On structural contraction of biological interaction networks

TL;DR

This paper introduces the concept of structural contractivity for biological interaction networks, demonstrating that such networks exhibit nonexpansiveness and strict contractivity, which explains their robustness and ability to entrain to periodic inputs.

Contribution

The paper develops a new notion of structural contractivity using non-standard norms, extending previous work and providing verifiable conditions for network stability and entrainment.

Findings

Biological networks are nonexpansive under certain conditions.

Networks can be strictly contractive over positive compact sets.

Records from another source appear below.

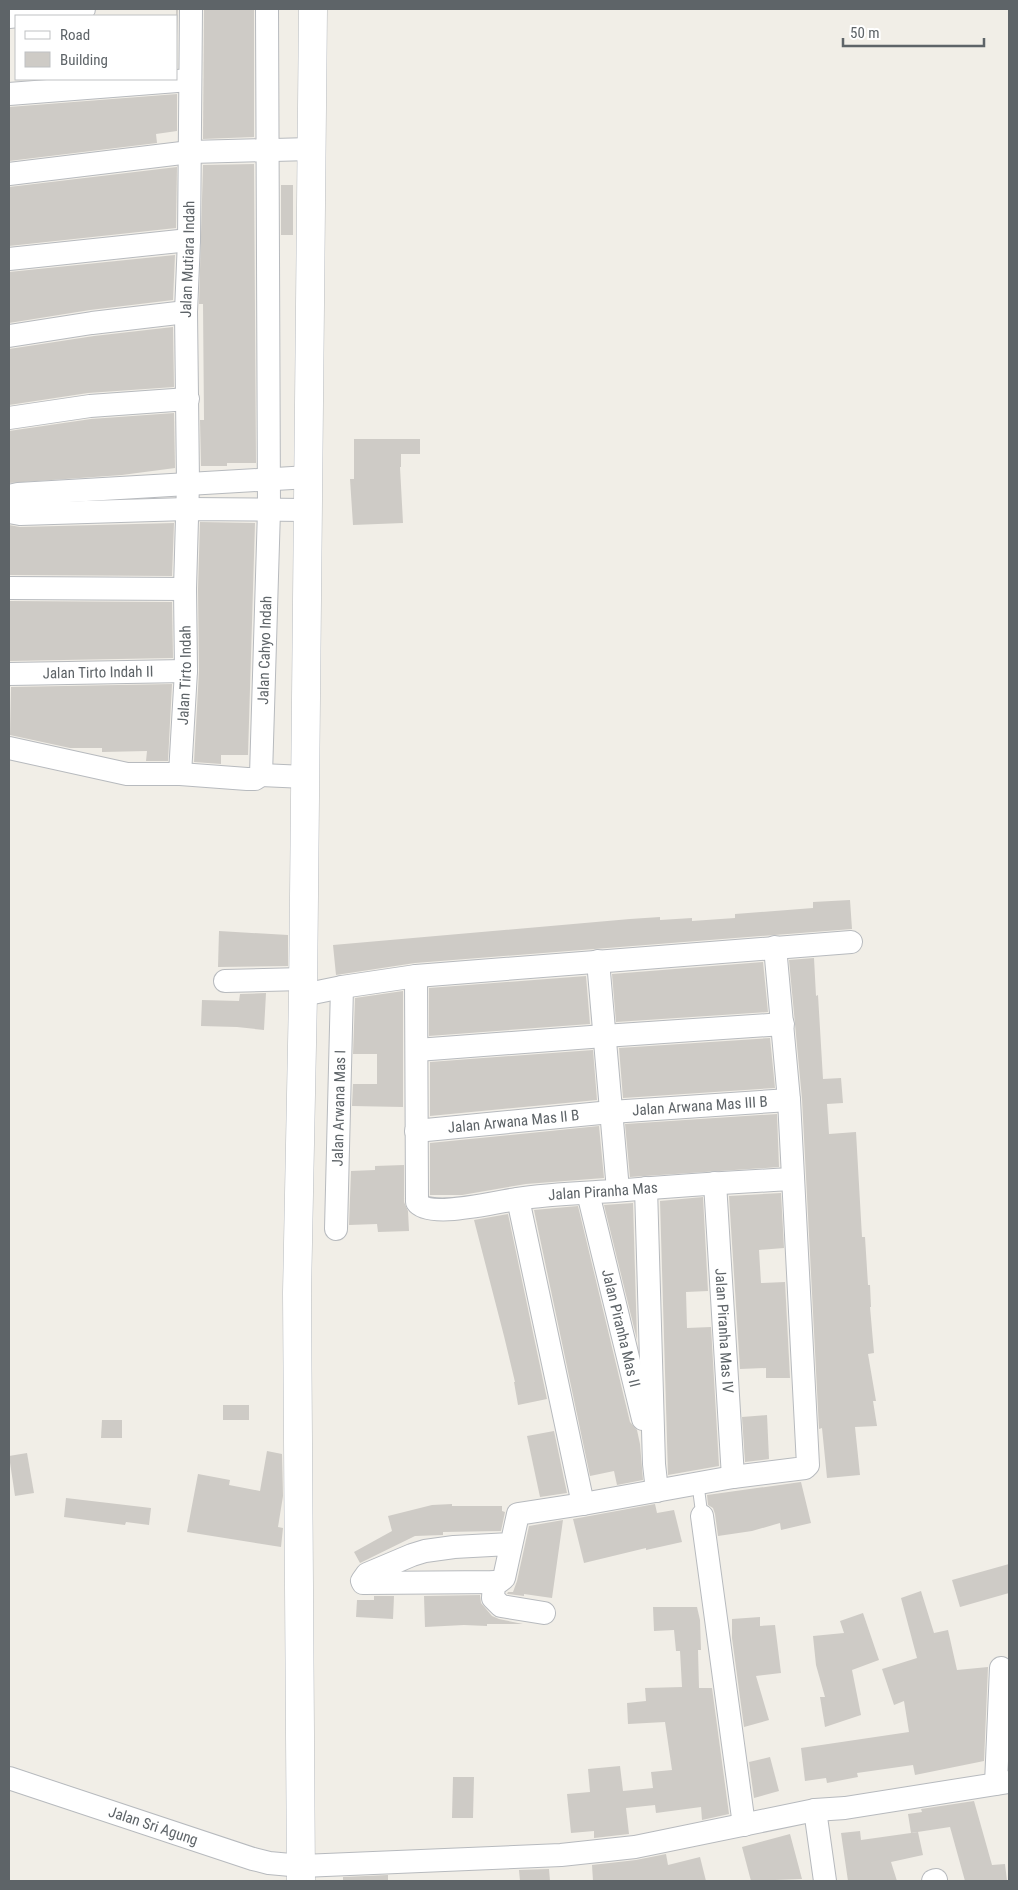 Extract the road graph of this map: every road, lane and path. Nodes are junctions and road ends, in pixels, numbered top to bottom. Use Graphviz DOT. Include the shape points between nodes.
graph roads {
  1 [pos="84,9"];
  2 [pos="191,9"];
  3 [pos="267,9"];
  4 [pos="313,9"];
  5 [pos="28,15"];
  6 [pos="190,80"];
  7 [pos="9,94"];
  8 [pos="311,149"];
  9 [pos="268,150"];
  10 [pos="190,152"];
  11 [pos="9,174"];
  12 [pos="189,240"];
  13 [pos="9,259"];
  14 [pos="186,312"];
  15 [pos="9,336"];
  16 [pos="188,399"];
  17 [pos="9,418"];
  18 [pos="309,477"];
  19 [pos="269,478"];
  20 [pos="188,483"];
  21 [pos="9,496"];
  22 [pos="187,509"];
  23 [pos="269,510"];
  24 [pos="307,510"];
  25 [pos="9,512"];
  26 [pos="9,588"];
  27 [pos="185,589"];
  28 [pos="186,671"];
  29 [pos="9,674"];
  30 [pos="9,748"];
  31 [pos="180,774"];
  32 [pos="254,777"];
  33 [pos="305,777"];
  34 [pos="851,942"];
  35 [pos="775,947"];
  36 [pos="598,961"];
  37 [pos="416,976"];
  38 [pos="225,981"];
  39 [pos="303,987"];
  40 [pos="342,987"];
  41 [pos="782,1024"];
  42 [pos="604,1036"];
  43 [pos="417,1050"];
  44 [pos="789,1100"];
  45 [pos="611,1112"];
  46 [pos="416,1131"];
  47 [pos="793,1179"];
  48 [pos="715,1183"];
  49 [pos="646,1188"];
  50 [pos="618,1190"];
  51 [pos="588,1193"];
  52 [pos="518,1199"];
  53 [pos="336,1228"];
  54 [pos="654,1464"];
  55 [pos="733,1477"];
  56 [pos="698,1485"];
  57 [pos="658,1491"];
  58 [pos="583,1504"];
  59 [pos="702,1516"];
  60 [pos="511,1544"];
  61 [pos="494,1582"];
  62 [pos="544,1613"];
  63 [pos="1000,1668"];
  64 [pos="9,1778"];
  65 [pos="1003,1783"];
  66 [pos="815,1810"];
  67 [pos="744,1825"];
  68 [pos="301,1874"];
  69 [pos="825,1881"];
  1 -- 5 [label="street"];
  2 -- 6 [label="street, Jalan Mutiara Indah"];
  3 -- 9 [label="street, Jalan Cahyo Indah"];
  4 -- 8 [label="street"];
  6 -- 7 [label="street"];
  6 -- 10 [label="street, Jalan Mutiara Indah"];
  8 -- 9 [label="street"];
  8 -- 18 [label="street"];
  9 -- 10 [label="street"];
  9 -- 19 [label="street, Jalan Cahyo Indah"];
  10 -- 11 [label="street"];
  10 -- 12 [label="street, Jalan Mutiara Indah"];
  12 -- 13 [label="street"];
  12 -- 14 [label="street, Jalan Mutiara Indah"];
  14 -- 15 [label="street"];
  14 -- 16 [label="street, Jalan Mutiara Indah"];
  16 -- 17 [label="street" via="90,406"];
  16 -- 20 [label="street, Jalan Mutiara Indah"];
  18 -- 19 [label="street"];
  18 -- 24 [label="street"];
  19 -- 20 [label="street"];
  19 -- 23 [label="street, Jalan Cahyo Indah"];
  20 -- 21 [label="street"];
  20 -- 22 [label="street, Jalan Mutiara Indah"];
  22 -- 23 [label="street"];
  22 -- 25 [label="street"];
  22 -- 27 [label="street, Jalan Tirto Indah"];
  23 -- 24 [label="street"];
  23 -- 32 [label="street, Jalan Cahyo Indah"];
  24 -- 33 [label="street"];
  26 -- 27 [label="street"];
  27 -- 28 [label="street, Jalan Tirto Indah"];
  28 -- 29 [label="street, Jalan Tirto Indah II"];
  28 -- 31 [label="street, Jalan Tirto Indah"];
  30 -- 31 [label="street" via="127,774"];
  31 -- 32 [label="street"];
  32 -- 33 [label="street"];
  33 -- 39 [label="street"];
  34 -- 35 [label="street"];
  35 -- 36 [label="street"];
  35 -- 41 [label="street"];
  36 -- 37 [label="street"];
  36 -- 42 [label="street"];
  37 -- 40 [label="street"];
  37 -- 43 [label="street"];
  38 -- 39 [label="street"];
  39 -- 40 [label="street"];
  39 -- 68 [label="street" via="297,1292"];
  40 -- 53 [label="street, Jalan Arwana Mas I"];
  41 -- 42 [label="street"];
  41 -- 44 [label="street"];
  42 -- 43 [label="street"];
  42 -- 45 [label="street"];
  43 -- 46 [label="street"];
  44 -- 45 [label="street, Jalan Arwana Mas III B"];
  44 -- 47 [label="street"];
  45 -- 46 [label="street, Jalan Arwana Mas II B"];
  45 -- 50 [label="street"];
  46 -- 52 [label="street, Jalan Piranha Mas" via="417,1202 421,1206 463,1208"];
  47 -- 48 [label="street, Jalan Piranha Mas"];
  47 -- 55 [label="street" via="809,1462 804,1468"];
  48 -- 49 [label="street, Jalan Piranha Mas"];
  48 -- 55 [label="street, Jalan Piranha Mas IV"];
  49 -- 50 [label="street, Jalan Piranha Mas"];
  49 -- 54 [label="street"];
  50 -- 51 [label="street, Jalan Piranha Mas"];
  51 -- 52 [label="street, Jalan Piranha Mas"];
  51 -- 54 [label="street, Jalan Piranha Mas II"];
  52 -- 58 [label="street"];
  54 -- 57 [label="street"];
  55 -- 56 [label="street"];
  56 -- 57 [label="street"];
  56 -- 59 [label="lane"];
  57 -- 58 [label="street"];
  58 -- 60 [label="street" via="518,1514"];
  59 -- 67 [label="street"];
  60 -- 61 [label="street" via="504,1578"];
  60 -- 61 [label="street" via="425,1551 367,1574 362,1581"];
  61 -- 62 [label="street" via="493,1598 501,1606"];
  63 -- 65 [label="street"];
  64 -- 68 [label="street, Jalan Sri Agung"];
  65 -- 66 [label="street, Jalan Sri Agung"];
  66 -- 67 [label="street, Jalan Sri Agung"];
  66 -- 69 [label="street"];
  67 -- 68 [label="street, Jalan Sri Agung" via="635,1848"];
}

Networks entrain to periodic inputs, explaining robustness.

Abstract

Biological networks are customarily described as structurally robust. This means that they often function extremely well under large forms of perturbations affecting both the concentrations and the kinetic parameters. In order to explain this property, various mathematical notions have been proposed in the literature. In this paper, we propose the notion of structural contractivity, building on the previous work of the authors. That previous work characterized the long-term dynamics of classes of Biological Interaction Networks (BINs), based on "rate-dependent Lyapunov functions". Here, we show that stronger notions of convergence can be established by proving structural contractivity with respect to non-standard polyhedral $\ell_\infty$-norms. In particular, we show that such networks are nonexpansive. With additional verifiable conditions, we show that they are strictly contractive over arbitrary positive compact sets. In addition, we show that such networks entrain to periodic inputs. We illustrate our theory with examples drawn from the modeling of intracellular signaling pathways.